▶ Brief
Every line of the records below that has the word "GAPURA" should be copied.

* * * * *

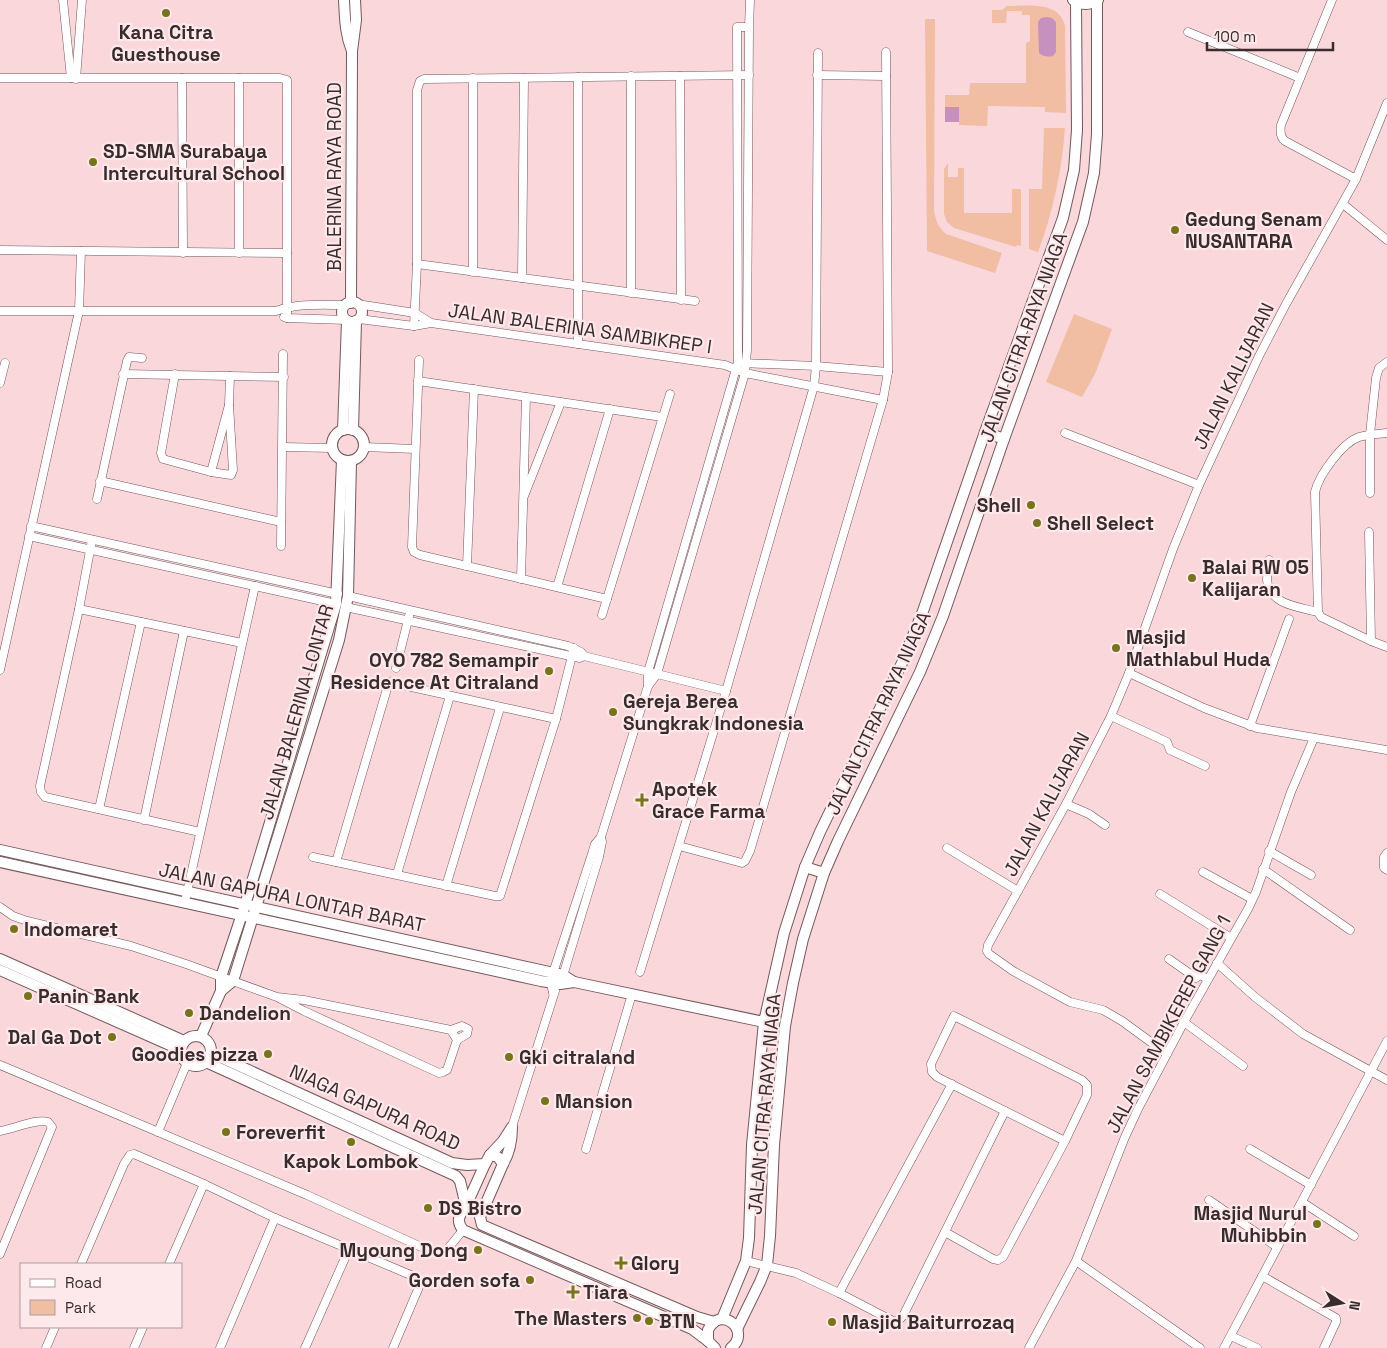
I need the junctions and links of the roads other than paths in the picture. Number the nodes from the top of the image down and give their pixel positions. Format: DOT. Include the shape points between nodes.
graph roads {
  1 [pos="63,0"];
  2 [pos="82,0"];
  3 [pos="344,0"];
  4 [pos="355,0"];
  5 [pos="750,0"];
  6 [pos="1332,0"];
  7 [pos="1074,1"];
  8 [pos="1097,1"];
  9 [pos="750,27"];
  10 [pos="1188,32"];
  11 [pos="352,51"];
  12 [pos="886,52"];
  13 [pos="818,53"];
  14 [pos="737,75"];
  15 [pos="749,75"];
  16 [pos="817,75"];
  17 [pos="631,76"];
  18 [pos="680,76"];
  19 [pos="886,76"];
  20 [pos="578,77"];
  21 [pos="0,78"];
  22 [pos="73,78"];
  23 [pos="182,78"];
  24 [pos="238,78"];
  25 [pos="472,78"];
  26 [pos="524,78"];
  27 [pos="1300,78"];
  28 [pos="1387,103"];
  29 [pos="1356,179"];
  30 [pos="1343,204"];
  31 [pos="748,207"];
  32 [pos="737,208"];
  33 [pos="1387,240"];
  34 [pos="0,250"];
  35 [pos="81,251"];
  36 [pos="183,253"];
  37 [pos="239,253"];
  38 [pos="287,253"];
  39 [pos="417,264"];
  40 [pos="473,272"];
  41 [pos="522,278"];
  42 [pos="578,286"];
  43 [pos="631,293"];
  44 [pos="681,300"];
  45 [pos="695,301"];
  46 [pos="351,304"];
  47 [pos="286,308"];
  48 [pos="0,311"];
  49 [pos="79,311"];
  50 [pos="276,312"];
  51 [pos="415,314"];
  52 [pos="287,318"];
  53 [pos="352,320"];
  54 [pos="431,323"];
  55 [pos="414,326"];
  56 [pos="578,344"];
  57 [pos="283,354"];
  58 [pos="142,358"];
  59 [pos="419,360"];
  60 [pos="1386,362"];
  61 [pos="5,363"];
  62 [pos="747,363"];
  63 [pos="737,366"];
  64 [pos="816,366"];
  65 [pos="888,372"];
  66 [pos="745,373"];
  67 [pos="123,374"];
  68 [pos="175,374"];
  69 [pos="230,376"];
  70 [pos="284,377"];
  71 [pos="1,379"];
  72 [pos="418,381"];
  73 [pos="814,386"];
  74 [pos="474,389"];
  75 [pos="670,394"];
  76 [pos="526,397"];
  77 [pos="883,400"];
  78 [pos="561,402"];
  79 [pos="229,405"];
  80 [pos="610,409"];
  81 [pos="662,417"];
  82 [pos="348,430"];
  83 [pos="985,432"];
  84 [pos="1065,433"];
  85 [pos="1387,433"];
  86 [pos="1370,434"];
  87 [pos="1004,439"];
  88 [pos="283,447"];
  89 [pos="364,447"];
  90 [pos="332,448"];
  91 [pos="415,449"];
  92 [pos="346,461"];
  93 [pos="211,472"];
  94 [pos="100,482"];
  95 [pos="1200,485"];
  96 [pos="1370,492"];
  97 [pos="97,499"];
  98 [pos="522,501"];
  99 [pos="282,522"];
  100 [pos="31,526"];
  101 [pos="1370,532"];
  102 [pos="29,536"];
  103 [pos="92,540"];
  104 [pos="281,546"];
  105 [pos="90,550"];
  106 [pos="1270,560"];
  107 [pos="467,566"];
  108 [pos="214,567"];
  109 [pos="212,577"];
  110 [pos="521,578"];
  111 [pos="255,586"];
  112 [pos="557,587"];
  113 [pos="607,598"];
  114 [pos="342,600"];
  115 [pos="79,609"];
  116 [pos="411,610"];
  117 [pos="1318,612"];
  118 [pos="602,614"];
  119 [pos="1289,618"];
  120 [pos="408,620"];
  121 [pos="141,622"];
  122 [pos="184,630"];
  123 [pos="529,638"];
  124 [pos="1370,641"];
  125 [pos="242,642"];
  126 [pos="528,647"];
  127 [pos="574,648"];
  128 [pos="1387,648"];
  129 [pos="321,655"];
  130 [pos="584,656"];
  131 [pos="572,657"];
  132 [pos="334,659"];
  133 [pos="396,668"];
  134 [pos="0,670"];
  135 [pos="648,672"];
  136 [pos="1129,673"];
  137 [pos="657,674"];
  138 [pos="648,686"];
  139 [pos="726,691"];
  140 [pos="450,696"];
  141 [pos="500,708"];
  142 [pos="1111,716"];
  143 [pos="556,720"];
  144 [pos="1250,726"];
  145 [pos="1314,738"];
  146 [pos="1387,750"];
  147 [pos="1205,766"];
  148 [pos="1066,804"];
  149 [pos="99,809"];
  150 [pos="144,820"];
  151 [pos="1105,825"];
  152 [pos="200,832"];
  153 [pos="679,846"];
  154 [pos="947,848"];
  155 [pos="0,850"];
  156 [pos="1269,851"];
  157 [pos="1387,853"];
  158 [pos="313,857"];
  159 [pos="0,862"];
  160 [pos="336,862"];
  161 [pos="805,867"];
  162 [pos="1263,869"];
  163 [pos="1387,870"];
  164 [pos="1203,872"];
  165 [pos="824,873"];
  166 [pos="397,874"];
  167 [pos="1311,875"];
  168 [pos="446,886"];
  169 [pos="1018,892"];
  170 [pos="1160,894"];
  171 [pos="186,897"];
  172 [pos="1252,899"];
  173 [pos="0,907"];
  174 [pos="243,910"];
  175 [pos="254,912"];
  176 [pos="1350,930"];
  177 [pos="1231,938"];
  178 [pos="1169,959"];
  179 [pos="0,960"];
  180 [pos="1218,963"];
  181 [pos="0,970"];
  182 [pos="640,972"];
  183 [pos="221,977"];
  184 [pos="1208,979"];
  185 [pos="233,981"];
  186 [pos="556,981"];
  187 [pos="222,991"];
  188 [pos="632,994"];
  189 [pos="277,997"];
  190 [pos="764,1022"];
  191 [pos="1184,1022"];
  192 [pos="451,1030"];
  193 [pos="200,1036"];
  194 [pos="457,1040"];
  195 [pos="1387,1041"];
  196 [pos="182,1046"];
  197 [pos="1167,1054"];
  198 [pos="208,1058"];
  199 [pos="187,1063"];
  200 [pos="0,1065"];
  201 [pos="1243,1066"];
  202 [pos="1370,1072"];
  203 [pos="1387,1080"];
  204 [pos="952,1084"];
  205 [pos="1005,1110"];
  206 [pos="512,1127"];
  207 [pos="0,1131"];
  208 [pos="158,1132"];
  209 [pos="1065,1141"];
  210 [pos="752,1144"];
  211 [pos="774,1145"];
  212 [pos="586,1148"];
  213 [pos="1250,1149"];
  214 [pos="490,1155"];
  215 [pos="485,1164"];
  216 [pos="503,1164"];
  217 [pos="204,1184"];
  218 [pos="1311,1185"];
  219 [pos="1209,1200"];
  220 [pos="1302,1202"];
  221 [pos="466,1206"];
  222 [pos="276,1218"];
  223 [pos="463,1230"];
  224 [pos="945,1232"];
  225 [pos="1354,1236"];
  226 [pos="1277,1247"];
  227 [pos="349,1250"];
  228 [pos="0,1254"];
  229 [pos="746,1261"];
  230 [pos="1076,1261"];
  231 [pos="81,1263"];
  232 [pos="170,1263"];
  233 [pos="767,1265"];
  234 [pos="1262,1276"];
  235 [pos="839,1293"];
  236 [pos="718,1320"];
  237 [pos="55,1328"];
  238 [pos="143,1328"];
  239 [pos="737,1329"];
  240 [pos="1231,1336"];
  241 [pos="712,1345"];
  242 [pos="734,1347"];
  243 [pos="46,1348"];
  244 [pos="134,1348"];
  245 [pos="220,1348"];
  246 [pos="306,1348"];
  247 [pos="393,1348"];
  248 [pos="1029,1348"];
  249 [pos="1200,1348"];
  250 [pos="1224,1348"];
  251 [pos="1257,1348"];
  252 [pos="1324,1348"];
  1 -- 22 [label="street"];
  2 -- 22 [label="street"];
  3 -- 11 [label="street, BALERINA RAYA ROAD" via="345,29"];
  4 -- 11 [label="street, BALERINA RAYA ROAD"];
  5 -- 9 [label="street"];
  6 -- 27 [label="street"];
  7 -- 8 [label="street" via="1083,4"];
  7 -- 83 [label="street, JALAN CITRA RAYA NIAGA" via="1077,130 1074,170 1063,218"];
  8 -- 87 [label="street, JALAN CITRA RAYA NIAGA" via="1094,173 1083,222"];
  9 -- 14 [label="street" via="737,27"];
  9 -- 15 [label="street"];
  10 -- 27 [label="street"];
  11 -- 46 [label="street, BALERINA RAYA ROAD"];
  12 -- 19 [label="street"];
  13 -- 16 [label="street"];
  14 -- 15 [label="street"];
  14 -- 18 [label="street"];
  14 -- 32 [label="street"];
  15 -- 31 [label="street"];
  16 -- 19 [label="street"];
  16 -- 64 [label="street"];
  17 -- 18 [label="street"];
  17 -- 20 [label="street"];
  17 -- 43 [label="street"];
  18 -- 44 [label="street"];
  19 -- 65 [label="street"];
  20 -- 26 [label="street"];
  20 -- 42 [label="street"];
  21 -- 22 [label="street"];
  22 -- 23 [label="street"];
  23 -- 24 [label="street"];
  23 -- 36 [label="street"];
  24 -- 37 [label="street"];
  24 -- 38 [label="street" via="287,80"];
  25 -- 26 [label="street"];
  25 -- 39 [label="street" via="424,79 418,85"];
  25 -- 40 [label="street"];
  26 -- 41 [label="street"];
  27 -- 29 [label="street" via="1281,125 1282,139"];
  28 -- 29 [label="street, JALAN KALIJARAN"];
  29 -- 30 [label="street, JALAN KALIJARAN"];
  30 -- 33 [label="street"];
  30 -- 95 [label="street, JALAN KALIJARAN" via="1277,321"];
  31 -- 32 [label="street"];
  31 -- 62 [label="street"];
  32 -- 63 [label="street"];
  34 -- 35 [label="street"];
  35 -- 36 [label="street"];
  35 -- 49 [label="street"];
  36 -- 37 [label="street"];
  37 -- 38 [label="street"];
  38 -- 47 [label="street"];
  39 -- 40 [label="street"];
  39 -- 51 [label="street"];
  40 -- 41 [label="street"];
  41 -- 42 [label="street"];
  42 -- 43 [label="street"];
  42 -- 56 [label="street"];
  43 -- 44 [label="street"];
  44 -- 45 [label="street"];
  46 -- 47 [label="street, JALAN BALERINA SAMBIKREP I"];
  46 -- 51 [label="street, JALAN BALERINA SAMBIKREP I"];
  46 -- 53 [label="street" via="342,314"];
  46 -- 53 [label="street" via="362,313"];
  47 -- 50 [label="street, JALAN BALERINA SAMBIKREP I"];
  47 -- 52 [label="street"];
  48 -- 49 [label="street, JALAN BALERINA SAMBIKREP I"];
  49 -- 50 [label="street, JALAN BALERINA SAMBIKREP I"];
  49 -- 100 [label="street"];
  50 -- 52 [label="street, JALAN BALERINA SAMBIKREP I"];
  51 -- 54 [label="street, JALAN BALERINA SAMBIKREP I"];
  51 -- 55 [label="street"];
  52 -- 53 [label="street, JALAN BALERINA SAMBIKREP I"];
  53 -- 55 [label="street, JALAN BALERINA SAMBIKREP I"];
  53 -- 82 [label="street"];
  54 -- 55 [label="street, JALAN BALERINA SAMBIKREP I"];
  54 -- 56 [label="street, JALAN BALERINA SAMBIKREP I"];
  56 -- 63 [label="street, JALAN BALERINA SAMBIKREP I"];
  57 -- 70 [label="street"];
  58 -- 67 [label="street" via="128,358"];
  59 -- 72 [label="street"];
  60 -- 86 [label="street" via="1376,375"];
  61 -- 71 [label="street"];
  62 -- 63 [label="street, JALAN BALERINA SAMBIKREP I"];
  62 -- 64 [label="street, JALAN BALERINA SAMBIKREP I"];
  62 -- 66 [label="street"];
  63 -- 66 [label="street, JALAN BALERINA SAMBIKREP I"];
  63 -- 135 [label="street"];
  64 -- 65 [label="street, JALAN BALERINA SAMBIKREP I"];
  64 -- 73 [label="street"];
  65 -- 77 [label="street"];
  66 -- 73 [label="street, JALAN BALERINA SAMBIKREP I"];
  66 -- 137 [label="street"];
  67 -- 68 [label="street"];
  67 -- 94 [label="street"];
  68 -- 69 [label="street"];
  68 -- 93 [label="street" via="161,457"];
  69 -- 70 [label="street"];
  69 -- 79 [label="street"];
  70 -- 88 [label="street"];
  72 -- 74 [label="street"];
  72 -- 91 [label="street"];
  73 -- 77 [label="street, JALAN BALERINA SAMBIKREP I"];
  73 -- 139 [label="street"];
  74 -- 76 [label="street"];
  74 -- 107 [label="street"];
  75 -- 81 [label="street"];
  76 -- 78 [label="street"];
  76 -- 98 [label="street"];
  77 -- 153 [label="street" via="746,861 737,863"];
  78 -- 80 [label="street"];
  78 -- 98 [label="street"];
  79 -- 93 [label="street"];
  79 -- 93 [label="street" via="233,470 228,476"];
  80 -- 81 [label="street"];
  80 -- 112 [label="street"];
  81 -- 113 [label="street"];
  82 -- 89 [label="street" via="361,437"];
  82 -- 90 [label="street" via="334,437"];
  83 -- 87 [label="street"];
  83 -- 161 [label="street, JALAN CITRA RAYA NIAGA" via="924,611"];
  84 -- 95 [label="street"];
  85 -- 86 [label="street"];
  86 -- 96 [label="street"];
  86 -- 117 [label="street" via="1353,440 1335,458 1315,492"];
  87 -- 165 [label="street, JALAN CITRA RAYA NIAGA" via="943,616 920,672"];
  88 -- 90 [label="street"];
  88 -- 99 [label="street"];
  89 -- 91 [label="street"];
  89 -- 92 [label="street" via="357,458"];
  90 -- 92 [label="street"];
  91 -- 107 [label="street" via="413,549 420,555"];
  92 -- 114 [label="street, JALAN BALERINA LONTAR"];
  94 -- 97 [label="street"];
  94 -- 99 [label="street"];
  95 -- 136 [label="street, JALAN KALIJARAN" via="1160,581"];
  98 -- 110 [label="street"];
  99 -- 104 [label="street"];
  100 -- 102 [label="street"];
  100 -- 103 [label="street"];
  101 -- 124 [label="street"];
  102 -- 105 [label="street"];
  102 -- 134 [label="street"];
  103 -- 105 [label="street"];
  103 -- 108 [label="street"];
  105 -- 109 [label="street"];
  105 -- 115 [label="street"];
  106 -- 117 [label="street" via="1267,580 1273,595 1280,601"];
  107 -- 110 [label="street"];
  108 -- 109 [label="street"];
  108 -- 114 [label="street"];
  109 -- 111 [label="street"];
  110 -- 112 [label="street"];
  111 -- 114 [label="street"];
  111 -- 125 [label="street"];
  112 -- 113 [label="street"];
  113 -- 118 [label="street"];
  114 -- 116 [label="street"];
  114 -- 120 [label="street"];
  114 -- 129 [label="street, JALAN BALERINA LONTAR"];
  114 -- 132 [label="street, JALAN BALERINA LONTAR"];
  115 -- 121 [label="street"];
  115 -- 149 [label="street" via="40,790 45,797"];
  116 -- 120 [label="street"];
  116 -- 123 [label="street"];
  117 -- 124 [label="street" via="1321,617"];
  119 -- 144 [label="street"];
  120 -- 126 [label="street"];
  120 -- 133 [label="street"];
  121 -- 122 [label="street"];
  121 -- 149 [label="street"];
  122 -- 125 [label="street"];
  122 -- 150 [label="street"];
  123 -- 126 [label="street"];
  123 -- 127 [label="street"];
  124 -- 128 [label="street"];
  125 -- 152 [label="street"];
  126 -- 131 [label="street"];
  127 -- 130 [label="street"];
  127 -- 131 [label="street"];
  129 -- 132 [label="street"];
  129 -- 174 [label="street, JALAN BALERINA LONTAR"];
  130 -- 131 [label="street"];
  130 -- 135 [label="street"];
  131 -- 143 [label="street"];
  132 -- 175 [label="street, JALAN BALERINA LONTAR"];
  135 -- 137 [label="street"];
  135 -- 138 [label="street"];
  136 -- 142 [label="street, JALAN KALIJARAN"];
  136 -- 144 [label="street"];
  137 -- 138 [label="street"];
  137 -- 139 [label="street"];
  138 -- 186 [label="street" via="601,837 594,849"];
  139 -- 153 [label="street"];
  140 -- 141 [label="street"];
  140 -- 160 [label="street" via="389,682"];
  140 -- 166 [label="street"];
  141 -- 143 [label="street"];
  141 -- 168 [label="street"];
  142 -- 147 [label="street" via="1167,742 1170,750"];
  142 -- 148 [label="street, JALAN KALIJARAN"];
  143 -- 168 [label="street" via="501,894 495,896"];
  144 -- 145 [label="street"];
  145 -- 146 [label="street"];
  145 -- 156 [label="street, JALAN SAMBIKEREP GANG 1"];
  148 -- 151 [label="street"];
  148 -- 169 [label="street, JALAN KALIJARAN"];
  149 -- 150 [label="street"];
  150 -- 152 [label="street"];
  152 -- 171 [label="street"];
  153 -- 182 [label="street"];
  154 -- 169 [label="street"];
  155 -- 171 [label="street, JALAN GAPURA LONTAR BARAT"];
  156 -- 162 [label="street, JALAN SAMBIKEREP GANG 1"];
  156 -- 167 [label="street"];
  157 -- 163 [label="street" via="1383,862"];
  158 -- 160 [label="street"];
  159 -- 171 [label="street, JALAN GAPURA LONTAR BARAT"];
  160 -- 166 [label="street"];
  161 -- 165 [label="street"];
  161 -- 190 [label="street, JALAN CITRA RAYA NIAGA" via="784,933"];
  162 -- 172 [label="street, JALAN SAMBIKEREP GANG 1"];
  162 -- 176 [label="street"];
  164 -- 172 [label="street"];
  165 -- 211 [label="street, JALAN CITRA RAYA NIAGA" via="803,939 785,1026"];
  166 -- 168 [label="street"];
  169 -- 197 [label="street, JALAN KALIJARAN" via="987,949 989,954 1012,971 1070,1002 1103,1010"];
  170 -- 177 [label="street"];
  171 -- 174 [label="street, JALAN GAPURA LONTAR BARAT"];
  172 -- 177 [label="street, JALAN SAMBIKEREP GANG 1"];
  173 -- 183 [label="street" via="27,921 131,946"];
  174 -- 175 [label="street, JALAN GAPURA LONTAR BARAT"];
  174 -- 183 [label="street, JALAN BALERINA LONTAR"];
  175 -- 185 [label="street, JALAN BALERINA LONTAR"];
  175 -- 186 [label="street, JALAN GAPURA LONTAR BARAT"];
  177 -- 180 [label="street, JALAN SAMBIKEREP GANG 1"];
  178 -- 184 [label="street" via="1196,978 1200,975"];
  179 -- 196 [label="street"];
  180 -- 184 [label="street, JALAN SAMBIKEREP GANG 1"];
  180 -- 202 [label="street" via="1290,1025"];
  181 -- 196 [label="street"];
  183 -- 185 [label="street"];
  183 -- 187 [label="street, JALAN BALERINA LONTAR"];
  184 -- 191 [label="street, JALAN SAMBIKEREP GANG 1"];
  185 -- 187 [label="street"];
  185 -- 189 [label="street"];
  186 -- 188 [label="street, JALAN GAPURA LONTAR BARAT"];
  186 -- 206 [label="street"];
  187 -- 193 [label="street"];
  188 -- 190 [label="street, JALAN GAPURA LONTAR BARAT"];
  188 -- 212 [label="street"];
  189 -- 192 [label="street"];
  189 -- 194 [label="street" via="438,1073 447,1070"];
  190 -- 210 [label="street, JALAN CITRA RAYA NIAGA"];
  191 -- 197 [label="street, JALAN SAMBIKEREP GANG 1"];
  191 -- 201 [label="street"];
  192 -- 194 [label="street"];
  192 -- 194 [label="street" via="462,1026 468,1029"];
  193 -- 196 [label="street" via="192,1036"];
  193 -- 198 [label="street" via="209,1043"];
  195 -- 202 [label="street"];
  196 -- 199 [label="street"];
  197 -- 230 [label="street, JALAN SAMBIKEREP GANG 1" via="1125,1137"];
  198 -- 199 [label="street" via="197,1066"];
  198 -- 215 [label="street, NIAGA GAPURA ROAD" via="452,1163"];
  198 -- 221 [label="street, NIAGA GAPURA ROAD" via="456,1176 460,1180"];
  199 -- 208 [label="street"];
  200 -- 208 [label="street"];
  202 -- 203 [label="street"];
  202 -- 218 [label="street"];
  204 -- 205 [label="street"];
  204 -- 209 [label="street" via="932,1072 931,1064 954,1016 1087,1085 1086,1096"];
  204 -- 235 [label="street"];
  205 -- 209 [label="street"];
  205 -- 224 [label="street"];
  206 -- 214 [label="street"];
  206 -- 216 [label="street" via="509,1153"];
  207 -- 228 [label="street" via="41,1120 52,1127"];
  208 -- 223 [label="street" via="428,1250 446,1251"];
  209 -- 224 [label="street" via="1003,1257 993,1259"];
  210 -- 211 [label="street"];
  210 -- 229 [label="street, JALAN CITRA RAYA NIAGA"];
  211 -- 233 [label="street, JALAN CITRA RAYA NIAGA"];
  213 -- 218 [label="street"];
  214 -- 215 [label="street"];
  214 -- 216 [label="street" via="498,1157"];
  215 -- 221 [label="street"];
  216 -- 236 [label="street" via="480,1218 482,1225 689,1314"];
  217 -- 222 [label="street"];
  217 -- 231 [label="street" via="130,1155"];
  217 -- 232 [label="street"];
  218 -- 220 [label="street"];
  219 -- 226 [label="street"];
  220 -- 225 [label="street"];
  220 -- 226 [label="street"];
  221 -- 223 [label="street, NIAGA GAPURA ROAD" via="458,1219"];
  222 -- 227 [label="street"];
  222 -- 245 [label="street"];
  223 -- 241 [label="street" via="692,1329"];
  224 -- 235 [label="street" via="898,1321"];
  226 -- 234 [label="street"];
  227 -- 246 [label="street"];
  227 -- 247 [label="street" via="417,1280 419,1287"];
  229 -- 233 [label="street"];
  229 -- 236 [label="street, JALAN CITRA RAYA NIAGA"];
  230 -- 248 [label="street, JALAN SAMBIKEREP GANG 1"];
  230 -- 249 [label="street"];
  233 -- 235 [label="street"];
  233 -- 239 [label="street, JALAN CITRA RAYA NIAGA"];
  234 -- 240 [label="street"];
  234 -- 252 [label="street" via="1336,1318"];
  236 -- 239 [label="street" via="731,1321"];
  236 -- 241 [label="street, JALAN CITRA RAYA NIAGA" via="708,1330"];
  237 -- 243 [label="street"];
  238 -- 244 [label="street"];
  239 -- 242 [label="street, JALAN CITRA RAYA NIAGA"];
  240 -- 250 [label="street"];
  240 -- 251 [label="street"];
}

* * * * *

▶ Response box
  155 -- 171 [label="street, JALAN GAPURA LONTAR BARAT"];
  159 -- 171 [label="street, JALAN GAPURA LONTAR BARAT"];
  171 -- 174 [label="street, JALAN GAPURA LONTAR BARAT"];
  174 -- 175 [label="street, JALAN GAPURA LONTAR BARAT"];
  175 -- 186 [label="street, JALAN GAPURA LONTAR BARAT"];
  186 -- 188 [label="street, JALAN GAPURA LONTAR BARAT"];
  188 -- 190 [label="street, JALAN GAPURA LONTAR BARAT"];
  198 -- 215 [label="street, NIAGA GAPURA ROAD" via="452,1163"];
  198 -- 221 [label="street, NIAGA GAPURA ROAD" via="456,1176 460,1180"];
  221 -- 223 [label="street, NIAGA GAPURA ROAD" via="458,1219"];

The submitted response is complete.